Could you restate all of the records exactly, leaving out the pictures?

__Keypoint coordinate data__
---------------
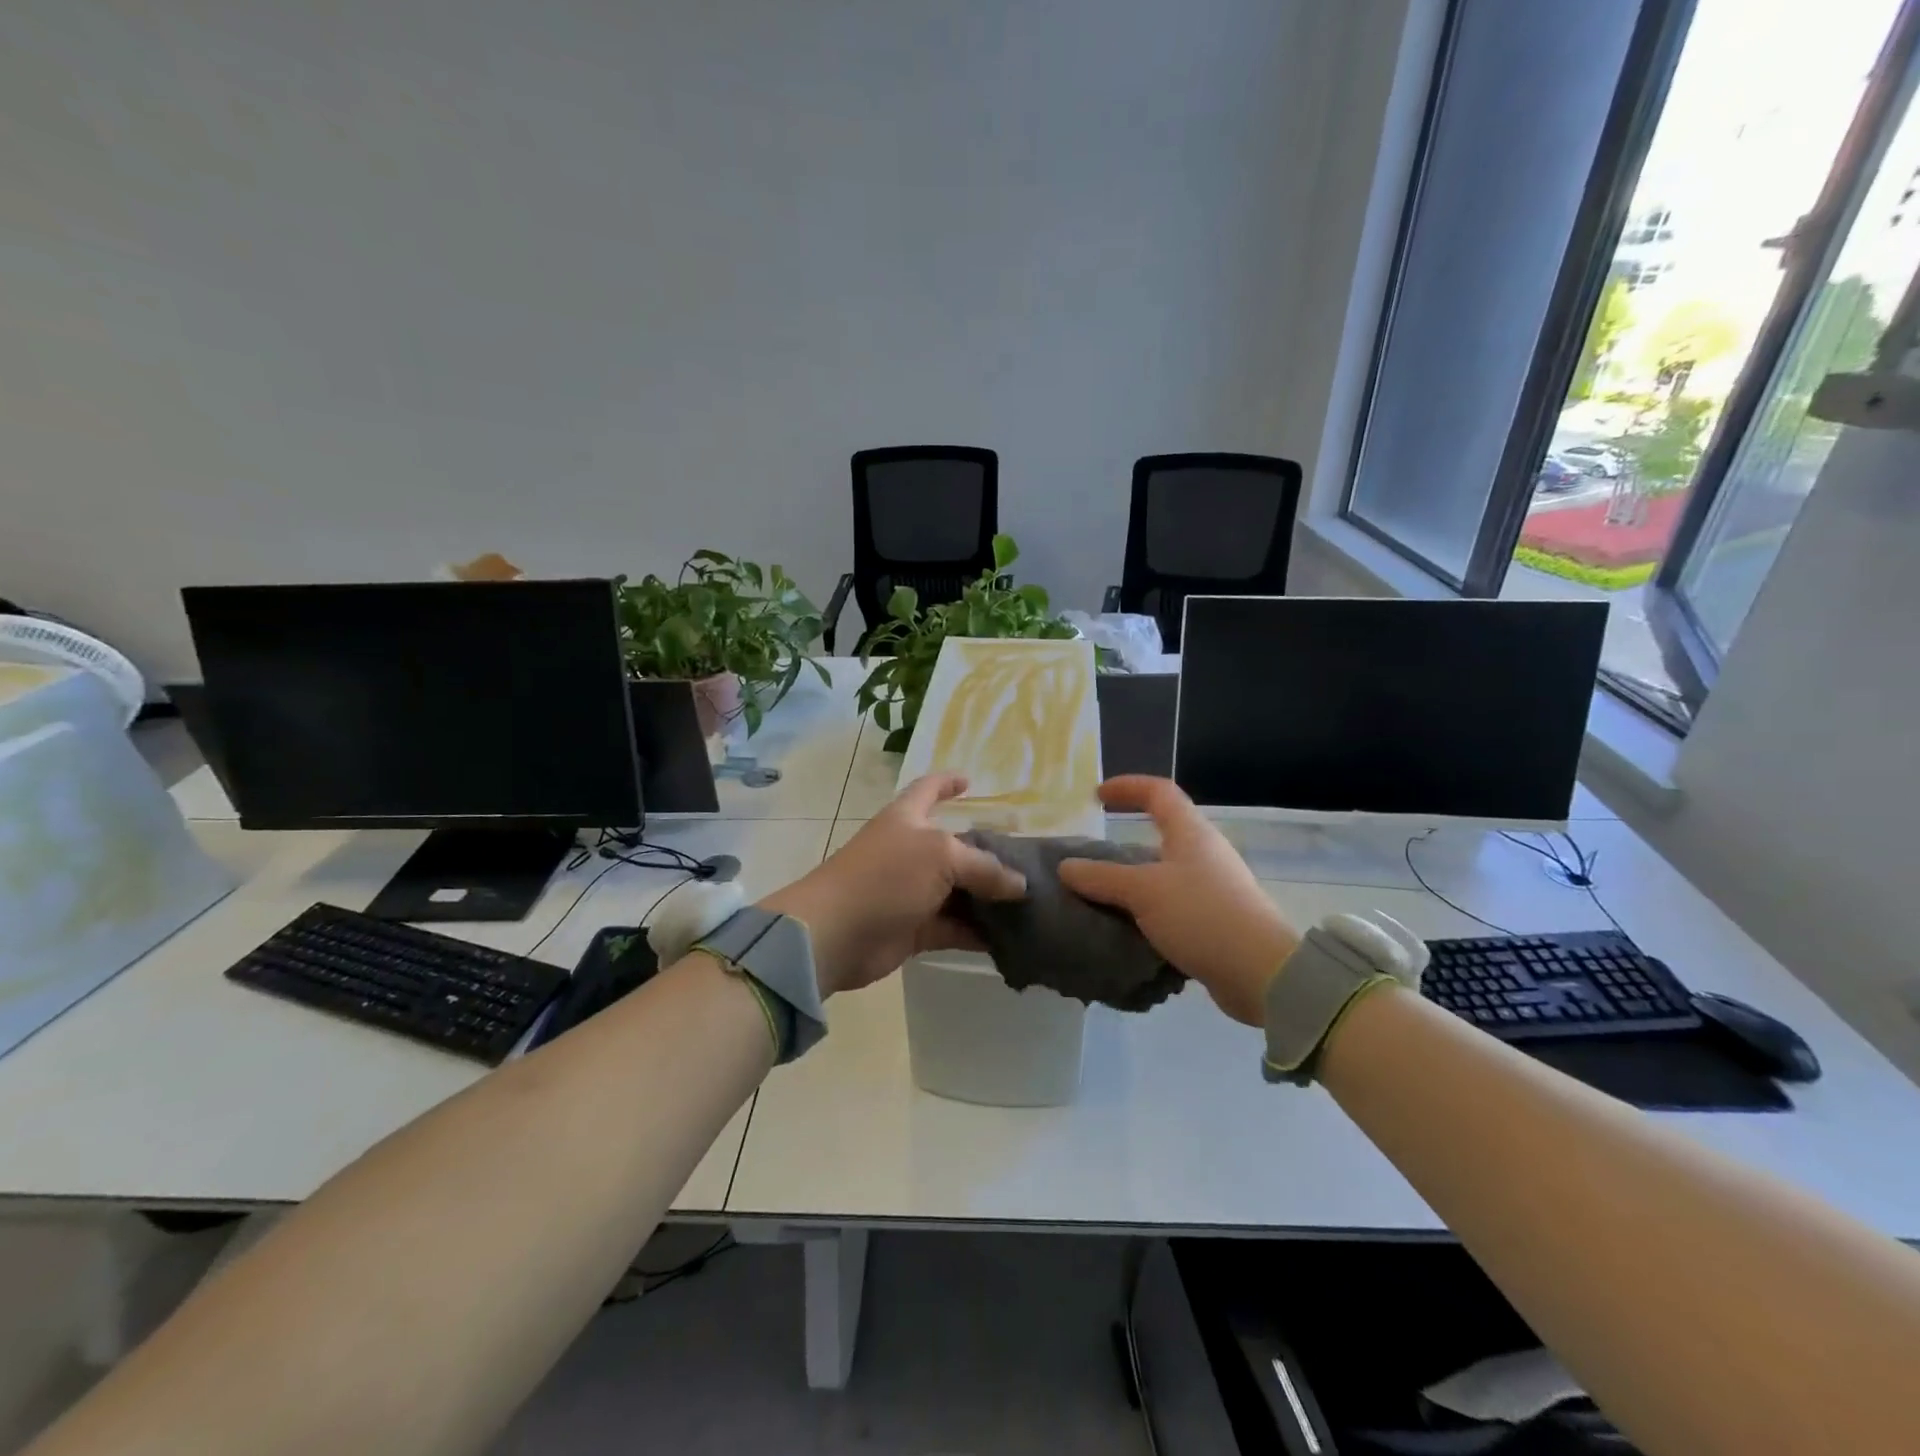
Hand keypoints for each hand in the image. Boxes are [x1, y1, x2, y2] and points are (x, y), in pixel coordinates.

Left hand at [758, 773, 1027, 994]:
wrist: (835, 932)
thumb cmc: (885, 876)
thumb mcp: (941, 856)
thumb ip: (984, 867)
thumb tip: (1020, 885)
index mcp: (908, 818)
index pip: (929, 789)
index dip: (948, 782)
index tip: (970, 780)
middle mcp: (911, 851)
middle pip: (956, 847)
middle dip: (989, 855)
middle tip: (1030, 865)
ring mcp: (912, 891)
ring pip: (959, 891)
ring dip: (989, 899)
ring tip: (1031, 905)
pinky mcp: (914, 929)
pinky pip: (954, 927)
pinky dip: (977, 932)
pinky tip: (1009, 938)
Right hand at [1057, 776, 1299, 1024]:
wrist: (1261, 973)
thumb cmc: (1201, 915)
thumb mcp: (1143, 891)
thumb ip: (1101, 878)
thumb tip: (1066, 867)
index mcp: (1190, 833)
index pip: (1159, 792)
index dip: (1127, 787)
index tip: (1097, 796)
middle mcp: (1204, 853)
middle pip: (1161, 834)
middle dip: (1124, 843)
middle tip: (1092, 858)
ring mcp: (1213, 888)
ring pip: (1163, 875)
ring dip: (1133, 883)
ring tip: (1101, 898)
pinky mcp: (1215, 922)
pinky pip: (1171, 907)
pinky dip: (1147, 912)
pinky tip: (1127, 930)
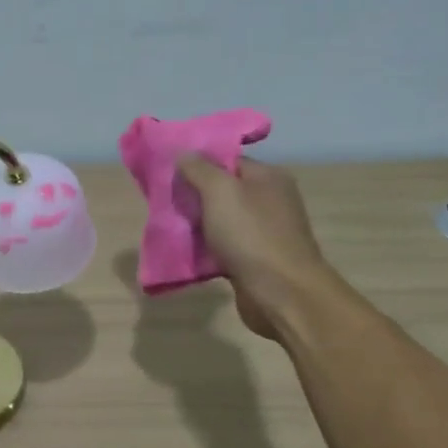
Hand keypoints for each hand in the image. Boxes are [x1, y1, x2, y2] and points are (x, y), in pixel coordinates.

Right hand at [176, 156, 337, 340]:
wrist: (281, 293)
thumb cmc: (251, 235)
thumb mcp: (220, 192)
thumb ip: (199, 169)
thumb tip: (184, 154)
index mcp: (268, 178)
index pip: (229, 161)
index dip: (199, 165)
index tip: (170, 173)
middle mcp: (270, 201)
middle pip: (224, 192)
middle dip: (195, 197)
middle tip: (166, 202)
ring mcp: (264, 233)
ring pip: (222, 222)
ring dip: (198, 226)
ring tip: (169, 227)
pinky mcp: (256, 261)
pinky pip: (224, 248)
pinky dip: (206, 250)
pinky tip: (185, 253)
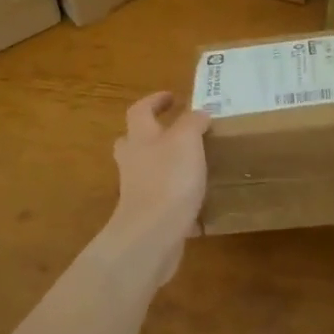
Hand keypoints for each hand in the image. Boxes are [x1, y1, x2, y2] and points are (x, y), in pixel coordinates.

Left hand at [104, 91, 210, 287]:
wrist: (152, 235)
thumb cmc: (168, 179)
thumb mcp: (187, 139)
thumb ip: (193, 122)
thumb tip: (199, 114)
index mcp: (140, 138)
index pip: (140, 110)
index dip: (155, 100)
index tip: (173, 97)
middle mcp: (133, 162)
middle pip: (134, 141)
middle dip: (152, 134)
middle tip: (175, 132)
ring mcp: (137, 191)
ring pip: (147, 170)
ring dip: (166, 165)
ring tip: (194, 165)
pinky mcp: (148, 216)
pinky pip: (162, 199)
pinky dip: (177, 197)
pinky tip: (199, 202)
---------------
__Solution to this problem__
Hand keypoints for each hand in the image. Boxes are [x1, y1, x2, y2] and points are (x, y), in pixel coordinates.

Left hand at [758, 773, 1027, 994]:
wrist: (835, 932)
thumb cmc: (885, 876)
thumb mcp: (941, 856)
thumb ip: (984, 867)
thumb tip: (1020, 885)
index mcp: (908, 818)
index pip: (929, 789)
index dip: (948, 782)
index tip: (970, 780)
middle mcp: (911, 851)
middle pip: (956, 847)
middle dip: (989, 855)
middle tip: (1030, 865)
ring mcp: (912, 891)
ring pip: (959, 891)
ring dip: (989, 899)
ring tip: (1031, 905)
pinky mcp: (914, 929)
pinky pip: (954, 927)
pinky dip: (977, 932)
pinky tip: (1009, 938)
Right hand at [1057, 776, 1299, 1024]:
wrist: (1261, 973)
thumb cmc: (1201, 915)
thumb mcp: (1143, 891)
thumb ip: (1101, 878)
thumb tip: (1066, 867)
index mcp: (1190, 833)
index pip: (1159, 792)
index dip: (1127, 787)
index tip: (1097, 796)
middle mcp: (1204, 853)
middle pip: (1161, 834)
middle dip: (1124, 843)
middle tip: (1092, 858)
ring mcp: (1213, 888)
ring pip: (1163, 875)
ring dip: (1133, 883)
ring tip: (1101, 898)
pinky mcp: (1215, 922)
pinky pip: (1171, 907)
pinky dip: (1147, 912)
pinky tip: (1127, 930)
Hand keypoints for each hand in the image. Boxes are [x1, y1, x2, y2] and points are (x, y), in pixel coordinates.

Right hand at [176, 156, 337, 340]:
wrist: (281, 293)
thumb cmc: (251, 235)
thumb mcp: (220, 192)
thumb ip: (199, 169)
thumb tip: (184, 154)
index mcp: (268, 178)
index pip: (229, 161)
index dip: (199, 165)
index tip: (170, 173)
middle mcp: (270, 201)
middle pip: (224, 192)
middle dip: (195, 197)
middle tip: (166, 202)
ring mcp: (264, 233)
ring pip: (222, 222)
ring dip: (198, 226)
ring tip: (169, 227)
pinky mcp: (256, 261)
pinky pip: (224, 248)
pinky dip: (206, 250)
pinky tip: (185, 253)
Hand keypoints for each hand in the image. Boxes are [x1, y1, x2, y2] and points are (x, y), in pixel coordinates.

Left hand at [104, 91, 210, 287]:
wrist: (152, 235)
thumb cmc: (168, 179)
thumb mcp: (187, 139)
thumb ip: (193, 122)
thumb tip: (199, 114)
index mcp: (140, 138)
index pip: (140, 110)
index dip: (155, 100)
index tip: (173, 97)
middle mcp: (133, 162)
middle pip: (134, 141)
middle dip: (152, 134)
middle tip: (175, 132)
ring mcp: (137, 191)
ring pip: (147, 170)
ring dip: (166, 165)
ring tip: (194, 165)
pinky mcp: (148, 216)
pinky pip: (162, 199)
pinky dip: (177, 197)
pinky tip: (199, 202)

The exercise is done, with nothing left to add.